Le Génie Romantique à son Apogée
Ce tableau s’inscrit dans la période de la maturité de Delacroix, un moment où l’artiste, libéré des contraintes des grandes commandes officielles, se tourne vers des formats plus intimes, répondant aux désirs de collectionneurs privés. C’est dans ces toiles de plus petite dimension que son génie s’exprime avec une liberté et une spontanéité remarquables. Le « Lion au serpent » est une illustration parfaite de cette maestria, où la rapidité d’exécution se conjugue à une vivacité de la touche, caractéristique de son style romantique. Le lion, sujet favori de Delacroix, est ici au cœur d’une composition dynamique et dramatique, traduisant la fascination de l’artiste pour la force instinctive et la vitalité sauvage des fauves.
Delacroix, Maître de l’Art Animalier
Delacroix n’était pas un simple observateur des animaux ; il était un véritable anatomiste de leurs passions. Dès les années 1820, il fréquente assidûment la Ménagerie du Jardin des Plantes, souvent accompagné de son ami le sculpteur Antoine-Louis Barye, lui-même grand maître de l’art animalier. Ces visites régulières, ces études croquées sur le vif, lui permettent d’acquérir une connaissance approfondie de l’anatomie et du mouvement des bêtes. Il révolutionne ainsi l’art animalier, souvent relégué à un genre mineur, en lui conférant une dignité et une intensité inédites. Ses carnets de croquis sont remplis de lions, de tigres, de chevaux, saisis dans des attitudes d’une vérité saisissante. Même les « fauves miniatures », les chats domestiques, sont pour lui des sujets d’étude privilégiés, des modèles réduits de la sauvagerie primordiale. Il n’est d’ailleurs pas rare d’entendre que les félidés de Delacroix sont en quelque sorte des autoportraits, reflétant l’ardeur, la mélancolie et la puissance intérieure de l’artiste. Théophile Gautier, grand esthète et critique d’art, ne s’y trompait pas lorsqu’il plaçait les lions de Delacroix au sommet de l’art : « Les lions de Delacroix ! Ils froncent leurs masques terribles, hérissent leurs fauves crinières, allongent leurs ongles tranchants. » Une description qui résonne avec la force brute du « Lion au serpent ».

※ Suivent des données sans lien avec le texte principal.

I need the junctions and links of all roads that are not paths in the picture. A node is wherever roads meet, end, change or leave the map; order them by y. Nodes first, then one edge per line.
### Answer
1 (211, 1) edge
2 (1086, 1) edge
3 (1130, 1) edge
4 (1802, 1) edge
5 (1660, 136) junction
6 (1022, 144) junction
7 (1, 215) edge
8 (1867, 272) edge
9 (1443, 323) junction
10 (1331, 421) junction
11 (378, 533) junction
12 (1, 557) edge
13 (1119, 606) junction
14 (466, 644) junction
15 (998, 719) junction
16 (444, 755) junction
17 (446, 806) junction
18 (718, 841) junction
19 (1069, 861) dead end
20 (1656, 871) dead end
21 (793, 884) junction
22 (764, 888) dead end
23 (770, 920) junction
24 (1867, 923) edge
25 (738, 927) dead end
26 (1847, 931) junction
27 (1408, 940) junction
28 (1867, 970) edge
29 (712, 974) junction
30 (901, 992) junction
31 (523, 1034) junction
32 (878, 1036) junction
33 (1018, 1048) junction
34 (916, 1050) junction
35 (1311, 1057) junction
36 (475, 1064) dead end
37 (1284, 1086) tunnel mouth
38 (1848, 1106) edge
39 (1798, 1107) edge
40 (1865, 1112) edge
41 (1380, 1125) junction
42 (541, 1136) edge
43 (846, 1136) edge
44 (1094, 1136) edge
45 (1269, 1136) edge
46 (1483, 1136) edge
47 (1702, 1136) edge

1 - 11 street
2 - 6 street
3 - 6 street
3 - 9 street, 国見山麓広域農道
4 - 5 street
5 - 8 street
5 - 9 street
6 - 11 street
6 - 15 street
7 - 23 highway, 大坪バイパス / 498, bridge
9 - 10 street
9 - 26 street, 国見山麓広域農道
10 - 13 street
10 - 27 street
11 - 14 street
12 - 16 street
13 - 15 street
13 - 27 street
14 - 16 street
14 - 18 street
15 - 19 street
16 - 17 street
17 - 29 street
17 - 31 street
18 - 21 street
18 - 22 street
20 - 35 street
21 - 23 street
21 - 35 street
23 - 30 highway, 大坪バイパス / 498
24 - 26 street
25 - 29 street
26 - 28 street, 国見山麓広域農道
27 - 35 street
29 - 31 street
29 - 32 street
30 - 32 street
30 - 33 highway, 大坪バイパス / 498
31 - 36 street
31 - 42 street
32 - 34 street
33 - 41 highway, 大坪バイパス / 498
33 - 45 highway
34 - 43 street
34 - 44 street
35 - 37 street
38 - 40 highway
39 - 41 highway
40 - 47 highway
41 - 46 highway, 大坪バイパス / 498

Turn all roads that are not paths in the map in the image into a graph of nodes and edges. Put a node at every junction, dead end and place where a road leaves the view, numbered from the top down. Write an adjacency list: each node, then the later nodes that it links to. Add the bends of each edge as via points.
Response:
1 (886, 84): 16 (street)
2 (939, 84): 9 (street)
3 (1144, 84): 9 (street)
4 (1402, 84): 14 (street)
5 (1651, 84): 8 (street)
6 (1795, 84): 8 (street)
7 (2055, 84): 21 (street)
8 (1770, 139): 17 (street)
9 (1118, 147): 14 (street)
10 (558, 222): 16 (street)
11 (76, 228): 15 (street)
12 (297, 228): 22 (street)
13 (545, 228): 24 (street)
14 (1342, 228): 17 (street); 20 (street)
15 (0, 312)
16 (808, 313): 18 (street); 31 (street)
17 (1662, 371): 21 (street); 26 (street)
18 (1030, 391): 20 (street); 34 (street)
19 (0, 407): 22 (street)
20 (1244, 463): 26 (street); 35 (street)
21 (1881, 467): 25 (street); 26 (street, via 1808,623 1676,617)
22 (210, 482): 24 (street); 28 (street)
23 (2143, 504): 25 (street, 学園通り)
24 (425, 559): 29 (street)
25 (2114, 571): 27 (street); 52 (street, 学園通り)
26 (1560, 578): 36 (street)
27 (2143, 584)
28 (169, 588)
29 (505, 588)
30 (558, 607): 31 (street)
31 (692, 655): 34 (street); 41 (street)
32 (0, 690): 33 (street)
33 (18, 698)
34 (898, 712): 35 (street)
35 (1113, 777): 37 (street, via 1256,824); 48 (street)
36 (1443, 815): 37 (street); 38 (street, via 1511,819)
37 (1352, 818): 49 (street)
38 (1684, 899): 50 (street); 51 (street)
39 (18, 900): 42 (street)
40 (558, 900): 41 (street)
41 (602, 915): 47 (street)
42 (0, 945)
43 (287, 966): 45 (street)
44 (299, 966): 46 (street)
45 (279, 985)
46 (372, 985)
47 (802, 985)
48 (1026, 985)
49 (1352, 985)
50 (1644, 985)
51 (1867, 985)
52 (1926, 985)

Virginie Cauchi, docteure en histoire de l’art et spécialiste de l’œuvre d’Eugène Delacroix, a eu le privilège d’être l’une des premières à redécouvrir ce tableau dans l’intimité de la collection privée où il a résidé si longtemps. Son émotion fut palpable : « C’est avec émotion que j’ai découvert, dans une collection privée qu’il n’a pas quittée depuis 1935, ce remarquable Lion au serpent. Toute l’essence créatrice de Delacroix est là. » Elle souligne avec justesse comment le tableau concentre le génie coloriste de son auteur et sa parfaite connaissance d’un animal qui le fascine. Delacroix y déploie une technique virtuose, oscillant entre les subtils glacis et les gestes francs, entre l’ébauche audacieuse et la finesse du détail. L’artiste parvient à donner au fauve et à sa proie une illusion de vie et une naturalité tout à fait saisissantes. La peinture devient chair, l’animal prend vie sous nos yeux, offrant une expérience artistique inoubliable.